Title: Data Engineer (GCP, Scala, Athena)
Type: Contract (6 months, extendable)
Location: Remote (Ukraine)
The Data Engineer will work with the internal product and tooling team to work on projects including planning, designing and implementing new solutions using the latest Cloud and Big Data technologies. You will work remotely to implement and help develop cutting edge solutions, create data pipelines which will migrate data from on-prem systems and load it into a cloud hosted Enterprise Data Platform.
- Working with our internal product and tooling team to design and develop end to end Cloud based solutions with heavy focus on application and data, all with good understanding of underlying cloud infrastructure
- Working on complex and varied Cloud Data focused projects such as migrating business-critical applications to the cloud, re-platforming or re-architecting difficult data and analytics use cases; Migrate existing data warehouses from on-premise data center or from one cloud provider to another
- Delivering highly reliable software and data pipelines using Software Engineering best practices like automation, version control, continuous integration/continuous delivery, testing, security
- Define, implement and enforce automated data security and data governance best practices within the solutions designed
- Help our customers to grow from a data warehouse into a true cloud-native data platform with full multi-source data ingestion and integration.

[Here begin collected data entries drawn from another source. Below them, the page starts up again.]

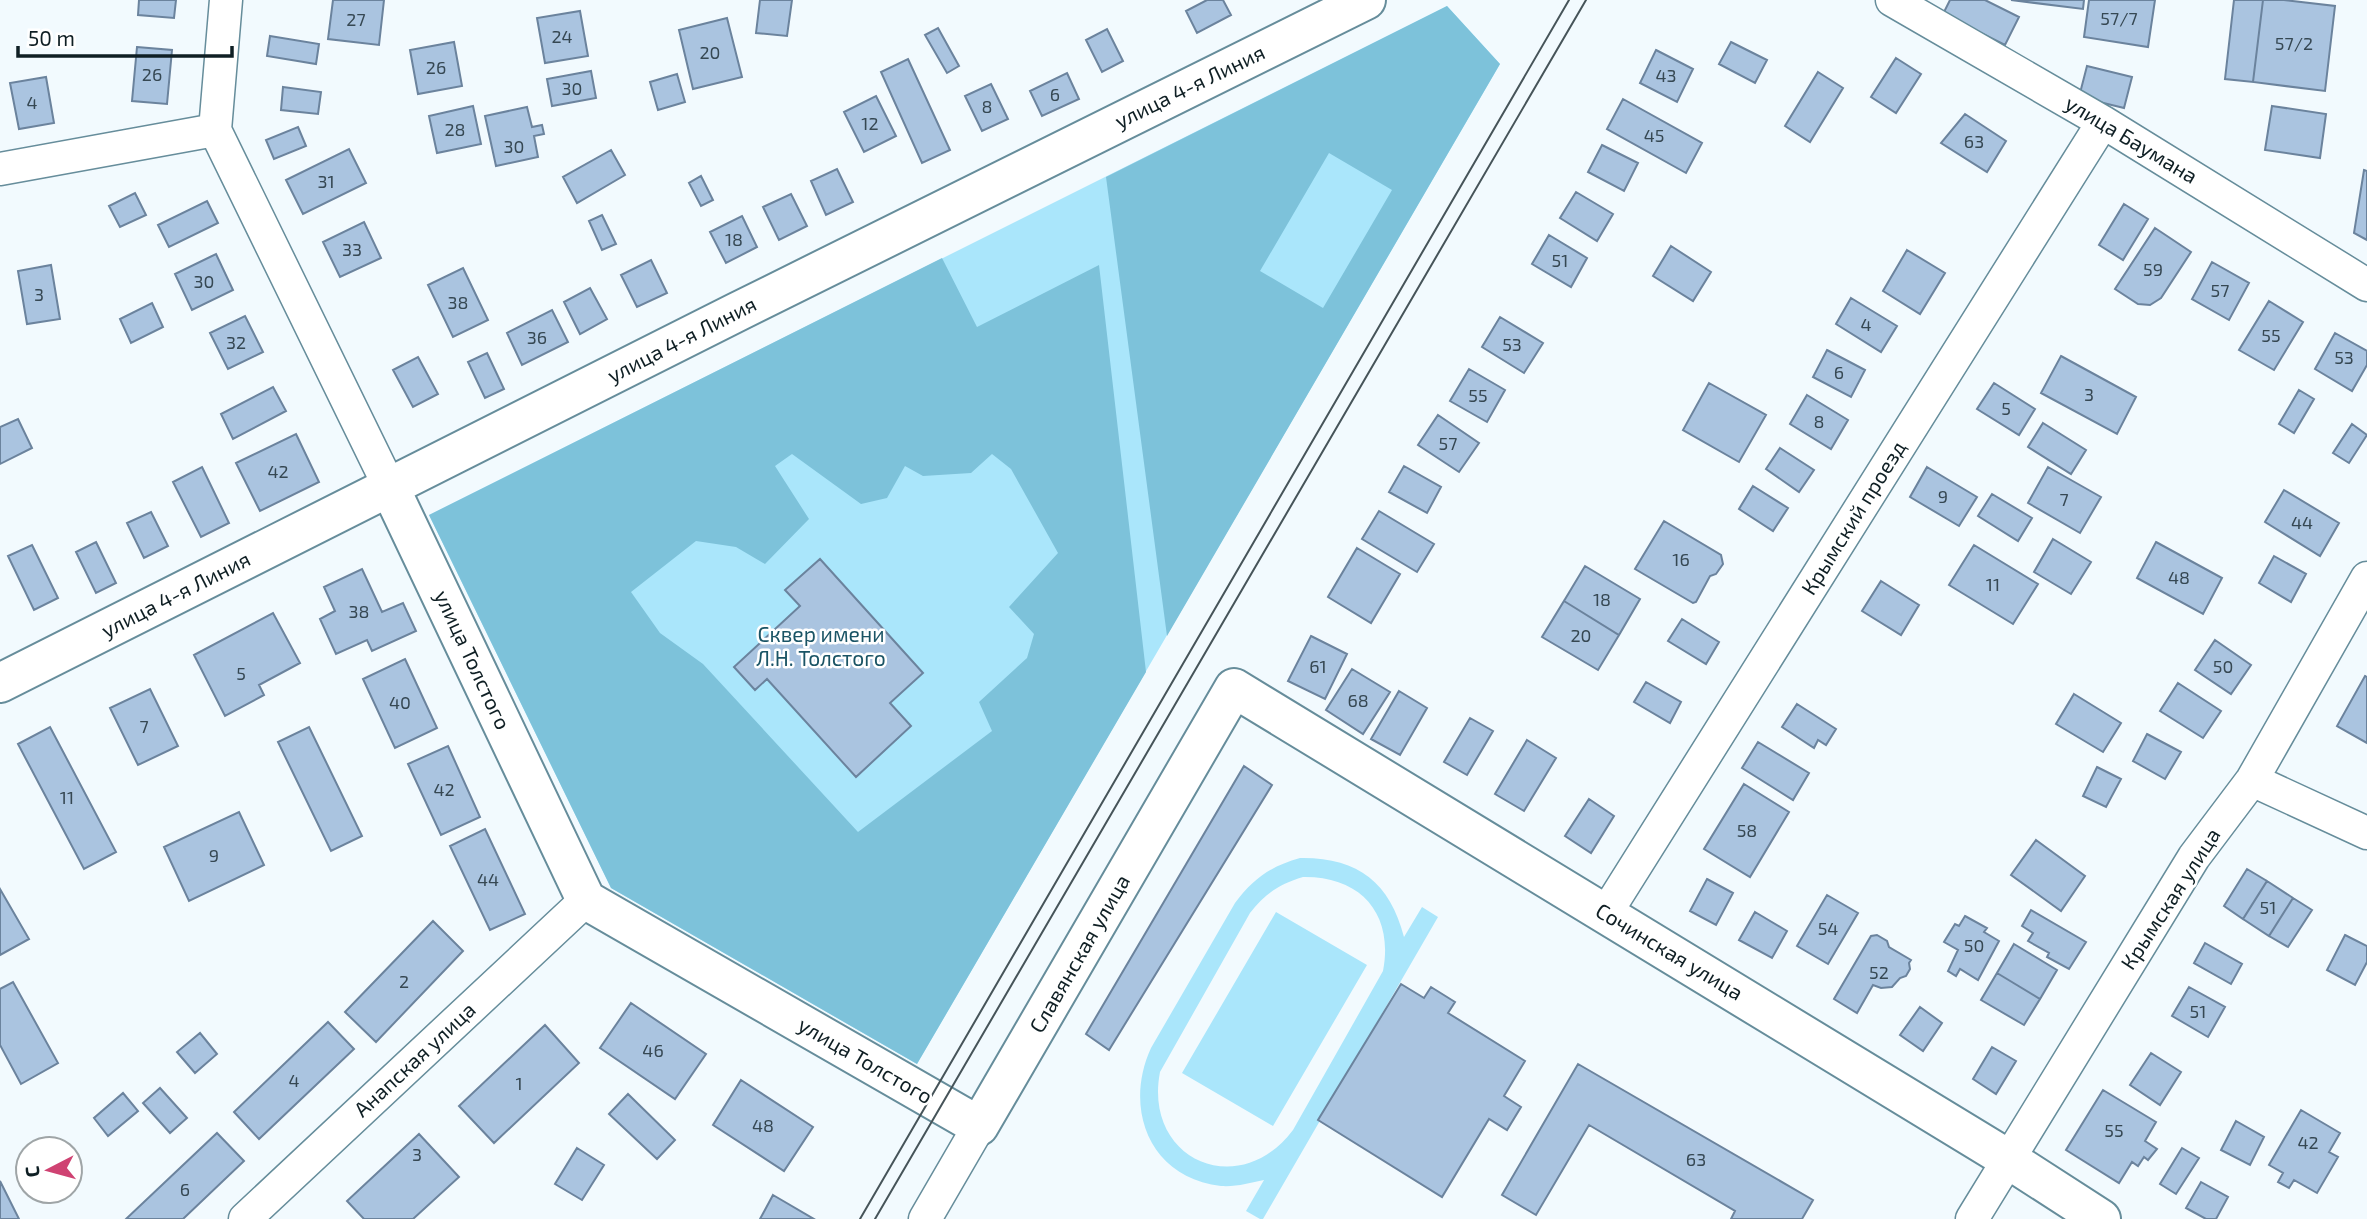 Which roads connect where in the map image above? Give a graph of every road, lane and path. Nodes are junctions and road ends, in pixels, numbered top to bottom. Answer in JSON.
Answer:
{"nodes":[{"id":1,"x":226,"y":0,"type":"edge"},
{"id":2,"x":1366,"y":0,"type":"edge"},
{"id":3,"x":1892,"y":0,"type":"edge"},
{"id":4,"x":2103,"y":122,"type":"junction"},
{"id":5,"x":215,"y":130,"type":"junction"},
{"id":6,"x":0,"y":169,"type":"edge"},
{"id":7,"x":2367,"y":285,"type":"edge"},
{"id":8,"x":390,"y":488,"type":"junction"},
{"id":9,"x":2367,"y":578,"type":"edge"},
{"id":10,"x":0,"y":683,"type":"edge"},
{"id":11,"x":1234,"y":688,"type":"joint"},
{"id":12,"x":2252,"y":780,"type":"junction"},
{"id":13,"x":2367,"y":833,"type":"edge"},
{"id":14,"x":586,"y":900,"type":"junction"},
{"id":15,"x":1606,"y":913,"type":"junction"},
{"id":16,"x":979,"y":1126,"type":"junction"},
{"id":17,"x":2008,"y":1159,"type":"junction"},
{"id":18,"x":245,"y":1219,"type":"edge"},
{"id":19,"x":925,"y":1219,"type":"edge"},
{"id":20,"x":1972,"y":1219,"type":"edge"},
{"id":21,"x":2101,"y":1219,"type":"edge"}],
"edges":[{"from":1,"to":5,"type":"street"},
{"from":2,"to":8,"type":"street","name":"улица 4-я Линия"},
{"from":3,"to":4,"type":"street","name":"улица Баумана"},
{"from":4,"to":7,"type":"street","name":"улица Баумана"},
{"from":4,"to":15,"type":"street","name":"Крымский проезд"},
{"from":5,"to":6,"type":"street"},
{"from":5,"to":8,"type":"street","name":"улица Толстого"},
{"from":8,"to":10,"type":"street","name":"улица 4-я Линия"},
{"from":8,"to":14,"type":"street","name":"улица Толстого"},
{"from":9,"to":12,"type":"street","name":"Крымская улица"},
{"from":11,"to":15,"type":"street","name":"Сочинская улица"},
{"from":11,"to":16,"type":"street","name":"Славянская улица"},
{"from":12,"to":13,"type":"street"},
{"from":12,"to":17,"type":"street","name":"Крымская улица"},
{"from":14,"to":16,"type":"street","name":"улица Толстого"},
{"from":14,"to":18,"type":"street","name":"Анапская улица"},
{"from":15,"to":17,"type":"street","name":"Сочинская улица"},
{"from":16,"to":19,"type":"street","name":"Славянская улица"},
{"from":17,"to":20,"type":"street","name":"Крымская улица"},
{"from":17,"to":21,"type":"street","name":"Сочинская улица"}]}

- Build or move analytic workloads to the cloud for better scalability and efficiency.
- Translating complex functional and technical requirements into detailed designs.
- Writing high-performance, reliable and maintainable code.
- Automate, create reusable accelerators to help get the job done quicker and better
- Perform data processing requirements analysis and data flow integrations with external systems.
- Diagnostics and troubleshooting of operational issues. Perform Health-checks and configuration reviews.
- Proficiency in a programming language such as Python, Java, Go or Scala
- Experience with big data cloud technologies like EMR, Athena, Glue, Big Query, Dataproc, Dataflow.
- Ideally you will have specific strong hands-on experience working with Google Cloud Platform data technologies — Google BigQuery, Google DataFlow, and Executing PySpark and SparkSQL code at Dataproc
- Understand the fundamentals of Spark (PySpark or SparkSQL) including using the Dataframe Application Programming Interface as well as analysing and performance tuning Spark queries
- Have experience developing and supporting robust, automated and reliable data pipelines
- Develop frameworks and solutions that enable us to acquire, process, monitor and extract value from large dataset
- Have strong SQL skills
- Bring a good knowledge of popular database and data warehouse technologies & concepts from Google, Amazon or Microsoft (Cloud & Conventional RDBMS), such as BigQuery, Redshift, Microsoft Azure SQL Data Warehouse, Snowflake etc.
- Have strong knowledge of a Data Orchestration solutions like Airflow, Oozie, Luigi or Talend
- Have knowledge of how to design distributed systems and the trade-offs involved
- Experience with working with software engineering best practices for development, including source control systems, automated deployment pipelines like Jenkins and devops tools like Terraform
- Experience in data modeling, data design and persistence (e.g. warehousing, data marts, data lakes).